TASK REQUIREMENTS
Your answer should be a single number, the count of lines in the material with the string "name".

TASK DATA
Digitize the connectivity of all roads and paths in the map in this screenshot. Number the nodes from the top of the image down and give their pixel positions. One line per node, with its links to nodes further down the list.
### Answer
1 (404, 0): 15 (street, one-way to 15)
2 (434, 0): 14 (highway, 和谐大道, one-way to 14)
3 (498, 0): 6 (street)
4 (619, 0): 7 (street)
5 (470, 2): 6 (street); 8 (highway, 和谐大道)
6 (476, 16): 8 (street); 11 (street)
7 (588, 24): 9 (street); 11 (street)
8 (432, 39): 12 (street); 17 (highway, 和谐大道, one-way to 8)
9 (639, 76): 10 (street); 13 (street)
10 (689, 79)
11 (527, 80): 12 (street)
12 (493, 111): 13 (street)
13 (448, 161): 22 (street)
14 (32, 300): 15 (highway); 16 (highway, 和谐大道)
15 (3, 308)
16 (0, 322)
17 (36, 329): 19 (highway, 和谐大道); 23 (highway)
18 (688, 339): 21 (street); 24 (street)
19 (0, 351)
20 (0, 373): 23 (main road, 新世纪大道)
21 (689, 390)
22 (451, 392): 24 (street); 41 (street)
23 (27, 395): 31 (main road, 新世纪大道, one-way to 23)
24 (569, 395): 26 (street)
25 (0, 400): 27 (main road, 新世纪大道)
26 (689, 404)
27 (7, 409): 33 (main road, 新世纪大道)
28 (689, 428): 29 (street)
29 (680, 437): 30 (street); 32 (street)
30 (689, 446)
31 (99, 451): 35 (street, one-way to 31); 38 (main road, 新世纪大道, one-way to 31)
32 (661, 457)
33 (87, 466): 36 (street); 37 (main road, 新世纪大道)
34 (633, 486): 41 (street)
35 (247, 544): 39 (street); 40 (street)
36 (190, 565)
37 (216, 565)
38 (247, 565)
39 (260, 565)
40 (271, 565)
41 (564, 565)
...
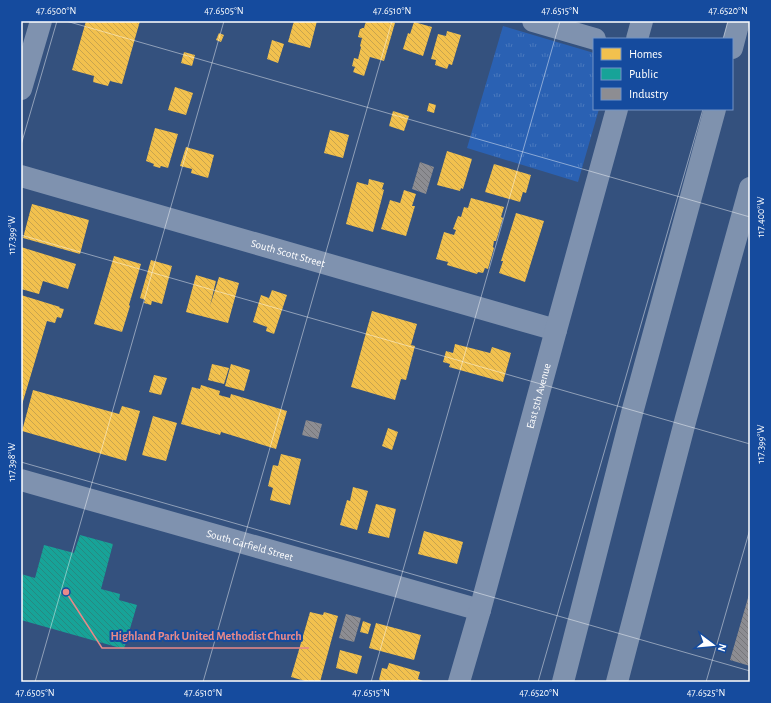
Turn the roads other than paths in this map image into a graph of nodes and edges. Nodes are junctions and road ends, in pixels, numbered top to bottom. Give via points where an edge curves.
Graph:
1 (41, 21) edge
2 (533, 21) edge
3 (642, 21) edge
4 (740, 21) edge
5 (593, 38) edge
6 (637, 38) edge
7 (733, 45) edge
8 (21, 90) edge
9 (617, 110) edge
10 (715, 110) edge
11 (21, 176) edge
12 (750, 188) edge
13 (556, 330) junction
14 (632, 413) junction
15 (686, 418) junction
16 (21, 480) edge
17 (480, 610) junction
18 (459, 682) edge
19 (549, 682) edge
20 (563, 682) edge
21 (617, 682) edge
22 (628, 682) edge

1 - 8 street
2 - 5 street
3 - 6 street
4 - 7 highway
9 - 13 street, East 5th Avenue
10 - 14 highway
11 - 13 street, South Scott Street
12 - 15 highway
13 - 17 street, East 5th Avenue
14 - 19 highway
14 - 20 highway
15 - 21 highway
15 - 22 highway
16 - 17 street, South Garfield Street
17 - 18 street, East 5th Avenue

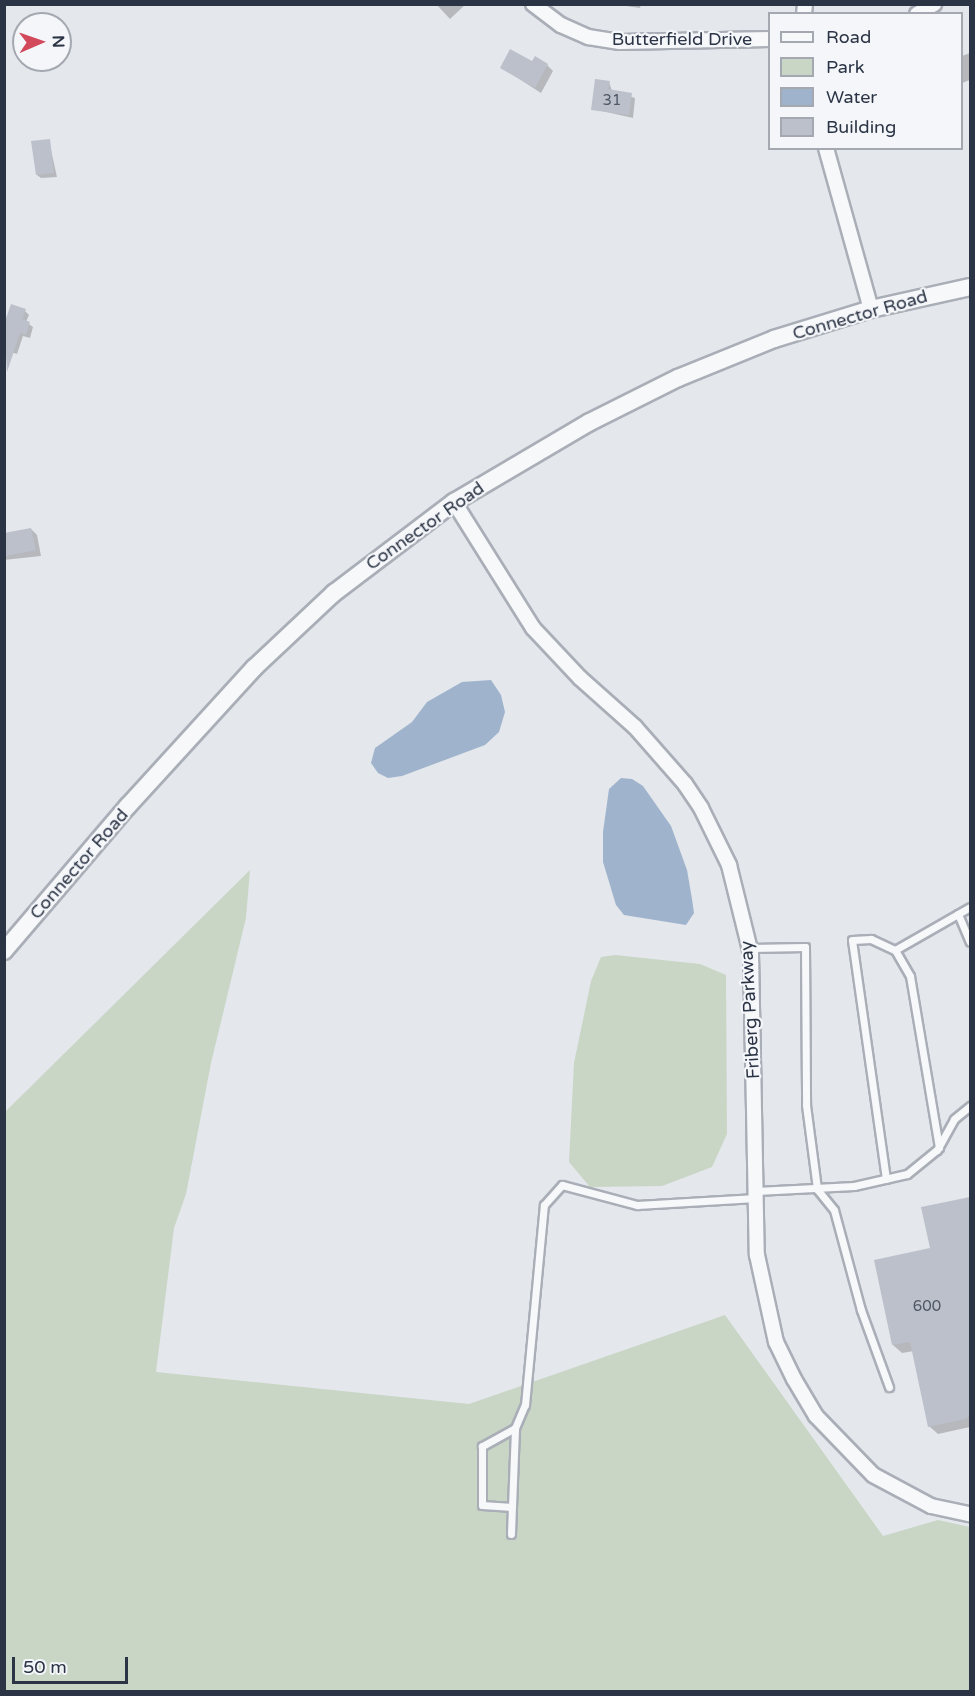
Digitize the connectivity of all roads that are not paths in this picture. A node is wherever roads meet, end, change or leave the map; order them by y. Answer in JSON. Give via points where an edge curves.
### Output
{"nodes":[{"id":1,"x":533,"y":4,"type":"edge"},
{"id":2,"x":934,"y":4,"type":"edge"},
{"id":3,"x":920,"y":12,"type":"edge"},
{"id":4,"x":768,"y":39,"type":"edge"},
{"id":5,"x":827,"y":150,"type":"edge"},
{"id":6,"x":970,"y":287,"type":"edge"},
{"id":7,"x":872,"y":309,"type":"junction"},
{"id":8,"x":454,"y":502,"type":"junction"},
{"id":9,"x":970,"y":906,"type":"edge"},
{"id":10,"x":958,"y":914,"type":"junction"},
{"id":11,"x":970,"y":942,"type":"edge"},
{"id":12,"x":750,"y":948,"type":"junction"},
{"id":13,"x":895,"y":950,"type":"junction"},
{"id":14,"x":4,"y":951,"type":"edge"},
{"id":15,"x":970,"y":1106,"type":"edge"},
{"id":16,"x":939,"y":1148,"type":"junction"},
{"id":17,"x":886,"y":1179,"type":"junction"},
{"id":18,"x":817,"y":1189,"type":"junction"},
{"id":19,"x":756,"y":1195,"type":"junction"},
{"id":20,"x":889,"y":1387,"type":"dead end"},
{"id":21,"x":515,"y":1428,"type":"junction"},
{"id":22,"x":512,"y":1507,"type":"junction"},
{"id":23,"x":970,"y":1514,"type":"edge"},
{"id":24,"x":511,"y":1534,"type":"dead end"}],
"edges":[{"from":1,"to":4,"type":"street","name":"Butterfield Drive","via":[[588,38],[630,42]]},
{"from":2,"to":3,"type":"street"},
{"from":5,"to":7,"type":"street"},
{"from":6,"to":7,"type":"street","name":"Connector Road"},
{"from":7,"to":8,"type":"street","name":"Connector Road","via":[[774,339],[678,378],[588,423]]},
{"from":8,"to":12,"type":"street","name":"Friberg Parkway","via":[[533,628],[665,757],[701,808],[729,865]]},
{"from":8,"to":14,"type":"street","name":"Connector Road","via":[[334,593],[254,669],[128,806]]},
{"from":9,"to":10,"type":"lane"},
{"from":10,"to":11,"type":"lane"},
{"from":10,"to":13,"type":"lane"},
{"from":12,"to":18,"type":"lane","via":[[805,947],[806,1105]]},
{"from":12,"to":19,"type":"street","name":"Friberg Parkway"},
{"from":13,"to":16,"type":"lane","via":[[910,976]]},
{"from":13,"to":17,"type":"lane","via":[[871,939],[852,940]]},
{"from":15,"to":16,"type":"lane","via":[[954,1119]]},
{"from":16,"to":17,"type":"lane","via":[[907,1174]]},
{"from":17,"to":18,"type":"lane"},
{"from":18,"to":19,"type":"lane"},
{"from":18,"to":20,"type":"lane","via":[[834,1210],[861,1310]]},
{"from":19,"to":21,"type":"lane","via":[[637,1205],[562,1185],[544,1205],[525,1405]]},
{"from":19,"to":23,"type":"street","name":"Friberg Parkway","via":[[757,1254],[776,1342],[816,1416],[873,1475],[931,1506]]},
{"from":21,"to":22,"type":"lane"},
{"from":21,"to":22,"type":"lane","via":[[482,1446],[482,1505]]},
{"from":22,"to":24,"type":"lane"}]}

TASK SOLUTION
7